EXERCISE DIRECTIONS: Below are records to transcribe in full and unchanged; omit every picture.

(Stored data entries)
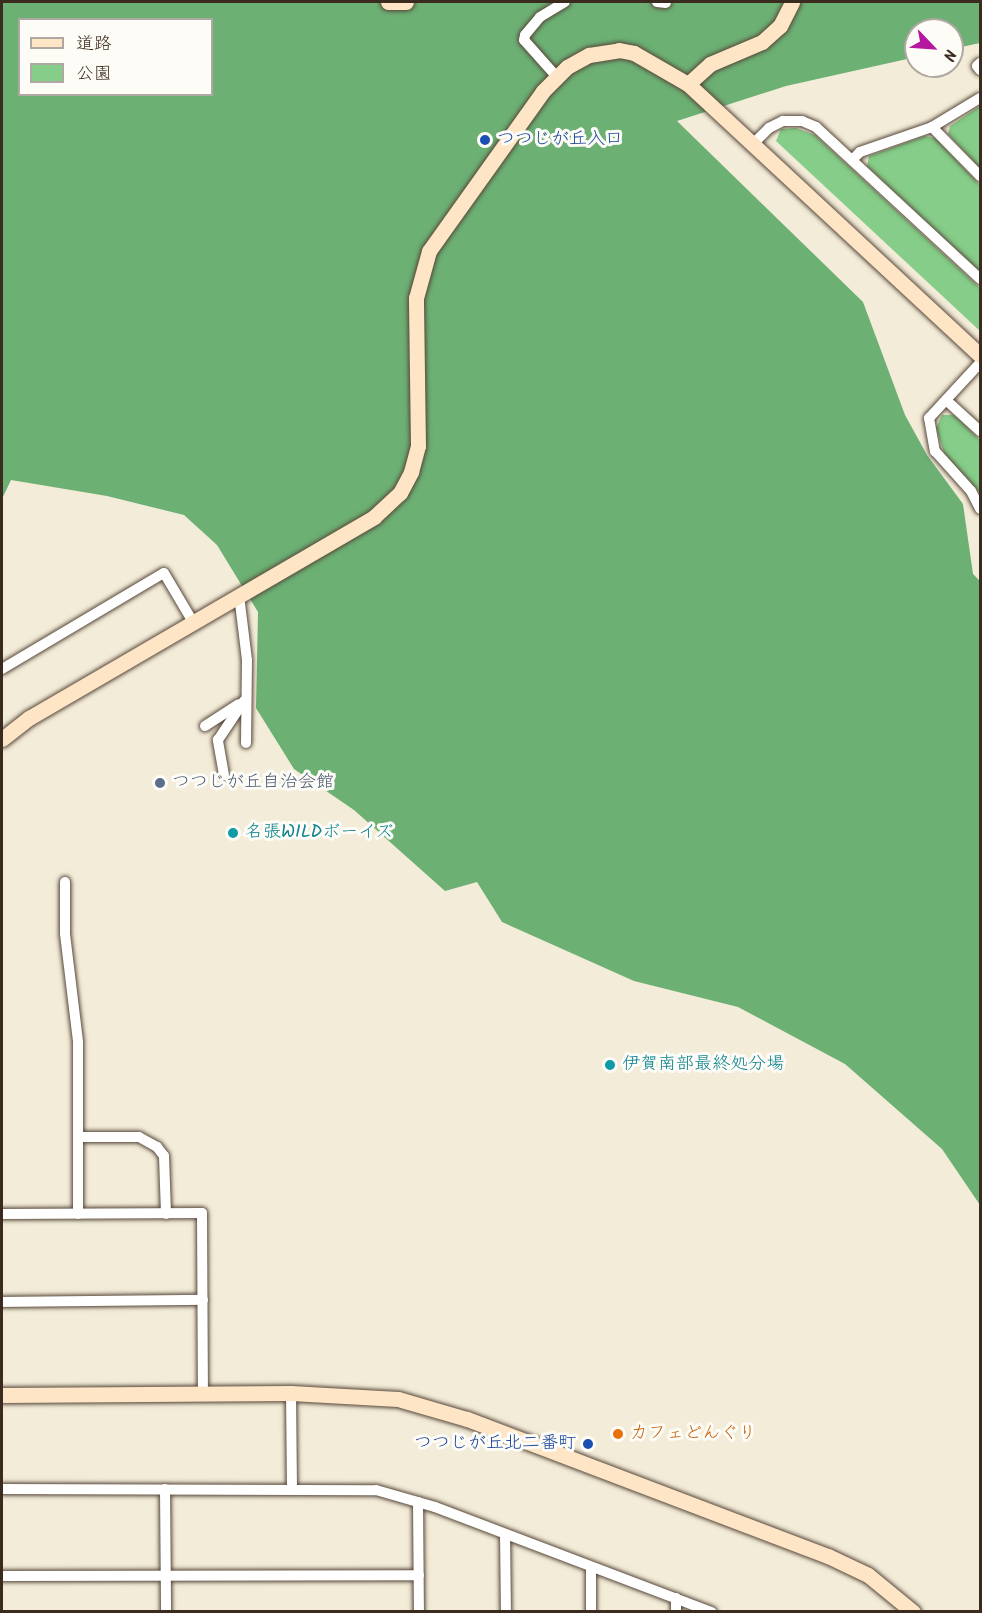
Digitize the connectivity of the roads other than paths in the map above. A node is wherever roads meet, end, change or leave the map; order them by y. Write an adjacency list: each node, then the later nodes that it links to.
1 (388, 2): 2 (street)
2 (406, 2)
3 (565, 2): 7 (street)
4 (792, 2): 8 (street)
5 (981, 63): 6 (street)
6 (981, 70)
7 (556, 76): 8 (street); 20 (street)
8 (688, 84): 11 (street)
9 (981, 98): 10 (street)
10 (932, 127): 12 (street); 13 (street)
11 (753, 144): 12 (street); 15 (street)
12 (852, 160): 14 (street)
13 (981, 176)
14 (981, 279)
15 (981, 355)
16 (981, 363): 17 (street)
17 (946, 400): 18 (street); 19 (street)
18 (981, 431)
19 (981, 508)
20 (239, 595): 21 (street); 23 (street)
21 (193, 622): 22 (street); 25 (street)
22 (2, 669)
23 (244, 700): 24 (street); 26 (street); 27 (street)
24 (205, 726)
25 (2, 739)
26 (246, 743)
27 (224, 775)
28 (64, 882): 29 (street)
29 (78, 1137): 31 (street); 32 (street)
30 (2, 1214): 31 (street)
31 (78, 1214): 32 (street)
32 (166, 1214): 33 (street)
33 (203, 1300): 34 (street); 36 (street)
34 (2, 1302)
35 (291, 1393): 36 (street); 38 (street); 54 (street)
36 (203, 1394): 37 (street)
37 (2, 1395)
38 (292, 1488): 40 (street); 41 (street)
39 (2, 1489): 40 (street)
40 (165, 1489): 46 (street)
41 (418, 1502): 42 (street); 44 (street)
42 (505, 1534): 43 (street); 50 (street)
43 (591, 1567): 47 (street); 51 (street)
44 (419, 1575): 46 (street); 49 (street)
45 (2, 1576): 46 (street)
46 (166, 1576): 48 (street)
47 (676, 1598): 52 (street); 53 (street)
48 (166, 1611)
49 (419, 1611)
50 (506, 1611)
51 (591, 1611)
52 (676, 1611)
53 (712, 1611)
54 (913, 1611)

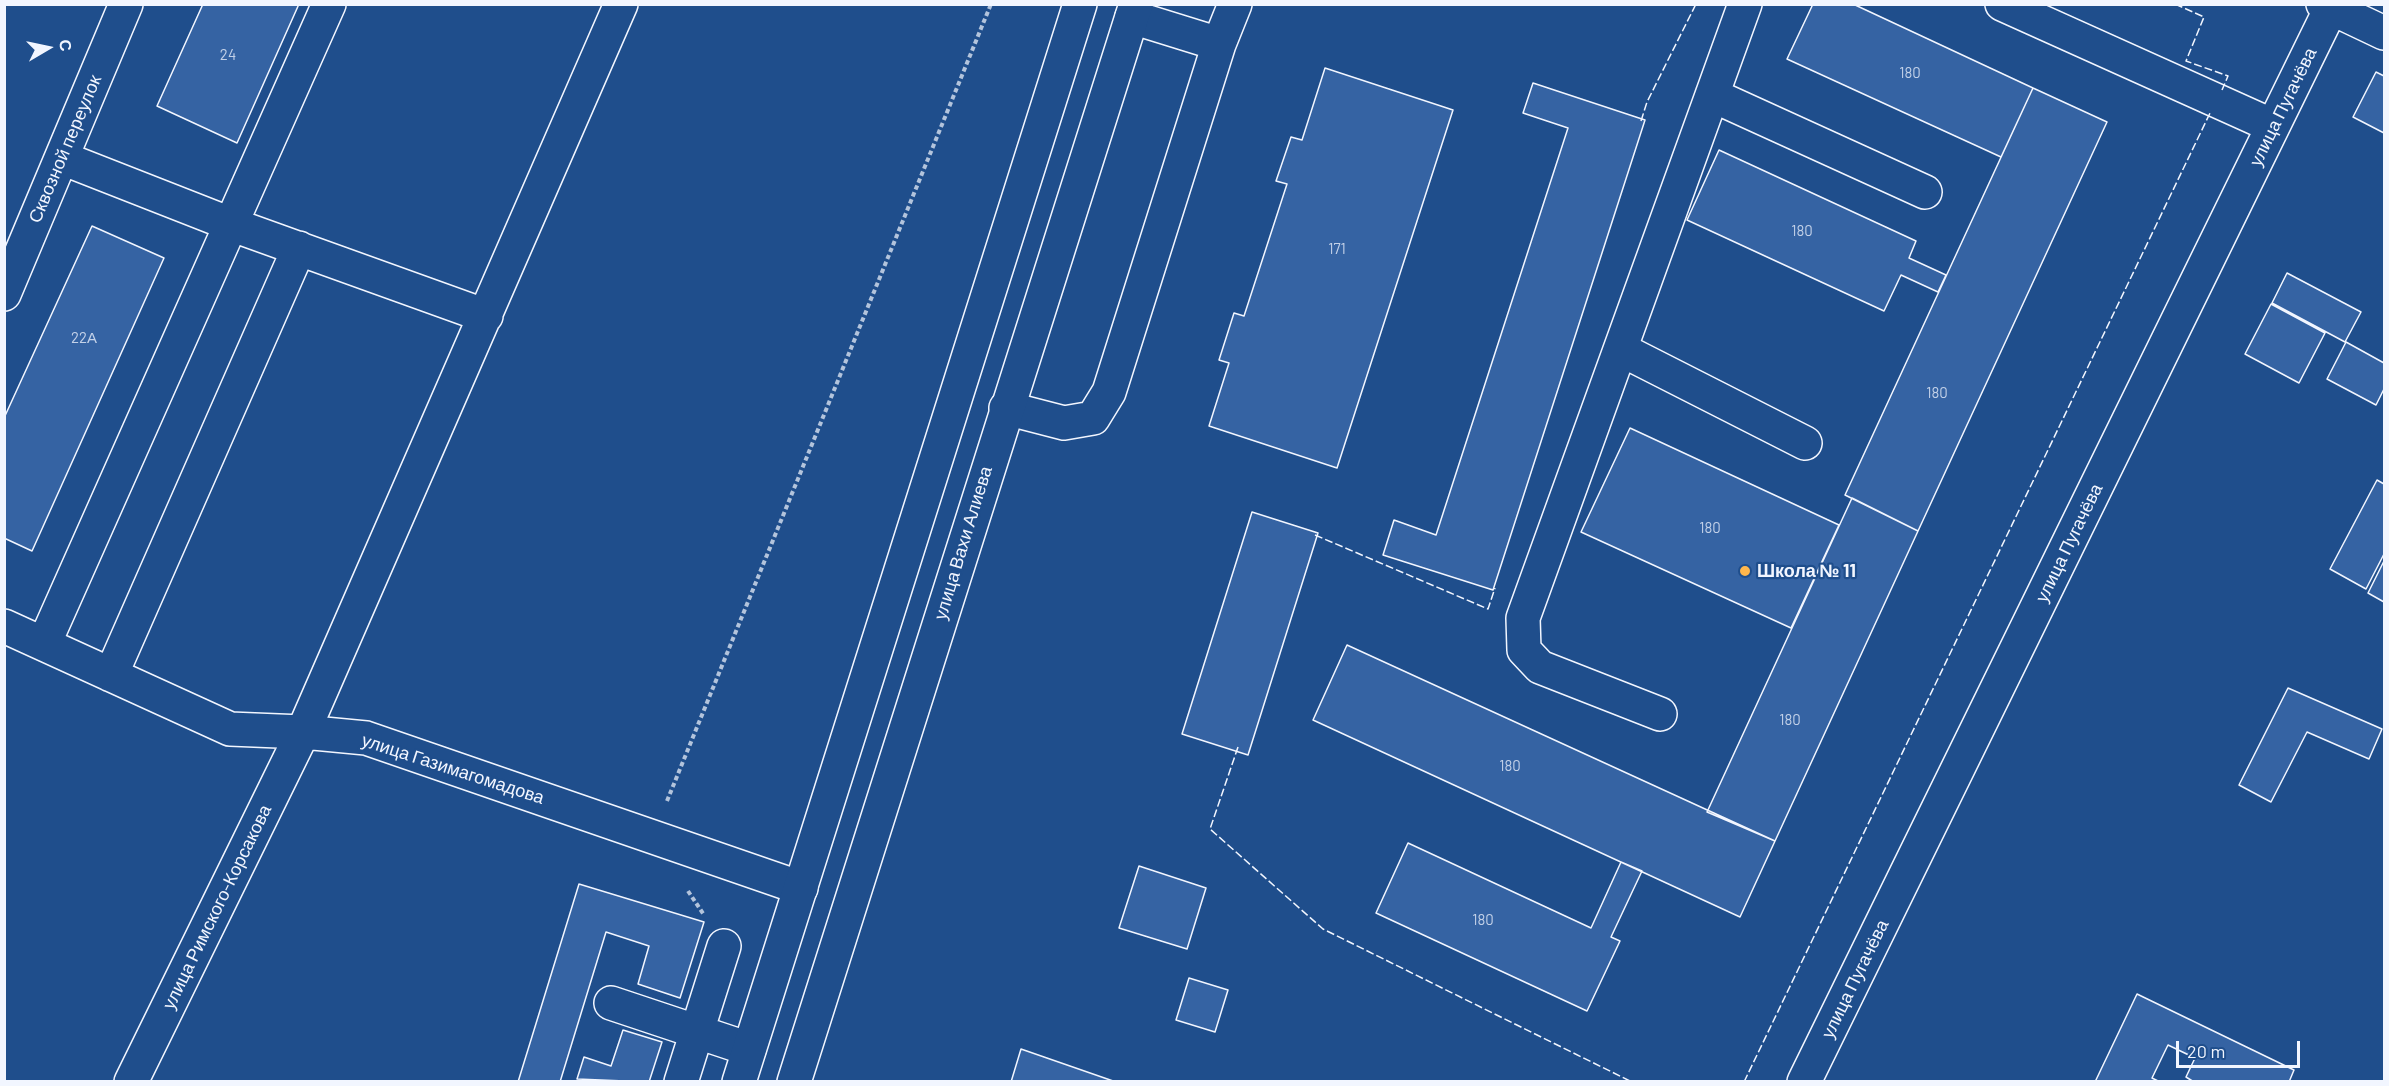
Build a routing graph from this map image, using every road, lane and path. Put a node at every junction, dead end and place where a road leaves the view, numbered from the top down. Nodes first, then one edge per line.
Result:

ANSWER FOR THE TASK:
Digitize the connectivity of the roads other than paths in the map above. A node is wherever roads meet, end, change or leave the map; order them by y. Write an adjacency list: each node, then the later nodes that it links to.
1 (388, 2): 2 (street)
2 (406, 2)
3 (565, 2): 7 (street)
4 (792, 2): 8 (street)
5 (981, 63): 6 (street)
6 (981, 70)
7 (556, 76): 8 (street); 20 (street)
8 (688, 84): 11 (street)
9 (981, 98): 10 (street)
10 (932, 127): 12 (street); 13 (street)
11 (753, 144): 12 (street); 15 (street)
12 (852, 160): 14 (street)
13 (981, 176)
14 (981, 279)
15 (981, 355)
16 (981, 363): 17 (street)
17 (946, 400): 18 (street); 19 (street)
18 (981, 431)
19 (981, 508)
20 (239, 595): 21 (street); 23 (street)
21 (193, 622): 22 (street); 25 (street)
22 (2, 669)
23 (244, 700): 24 (street); 26 (street); 27 (street)
24 (205, 726)
25 (2, 739)
26 (246, 743)
27 (224, 775)
28 (64, 882): 29 (street)
29 (78, 1137): 31 (street); 32 (street)
30 (2, 1214): 31 (street)
31 (78, 1214): 32 (street)
32 (166, 1214): 33 (street)
33 (203, 1300): 34 (street); 36 (street)
34 (2, 1302)
35 (291, 1393): 36 (street); 38 (street); 54 (street)
36 (203, 1394): 37 (street)
37 (2, 1395)
38 (292, 1488): 40 (street); 41 (street)
39 (2, 1489): 40 (street)
40 (165, 1489): 46 (street)
41 (418, 1502): 42 (street); 44 (street)
42 (505, 1534): 43 (street); 50 (street)
43 (591, 1567): 47 (street); 51 (street)
44 (419, 1575): 46 (street); 49 (street)
45 (2, 1576): 46 (street)
46 (166, 1576): 48 (street)
47 (676, 1598): 52 (street); 53 (street)
48 (166, 1611)
49 (419, 1611)
50 (506, 1611)
51 (591, 1611)
52 (676, 1611)
53 (712, 1611)
54 (913, 1611)

Build a routing graph from this map image, using every road, lane and path. Put a node at every junction, dead end and place where a road leaves the view, numbered from the top down. Nodes first, then one edge per line.
Result:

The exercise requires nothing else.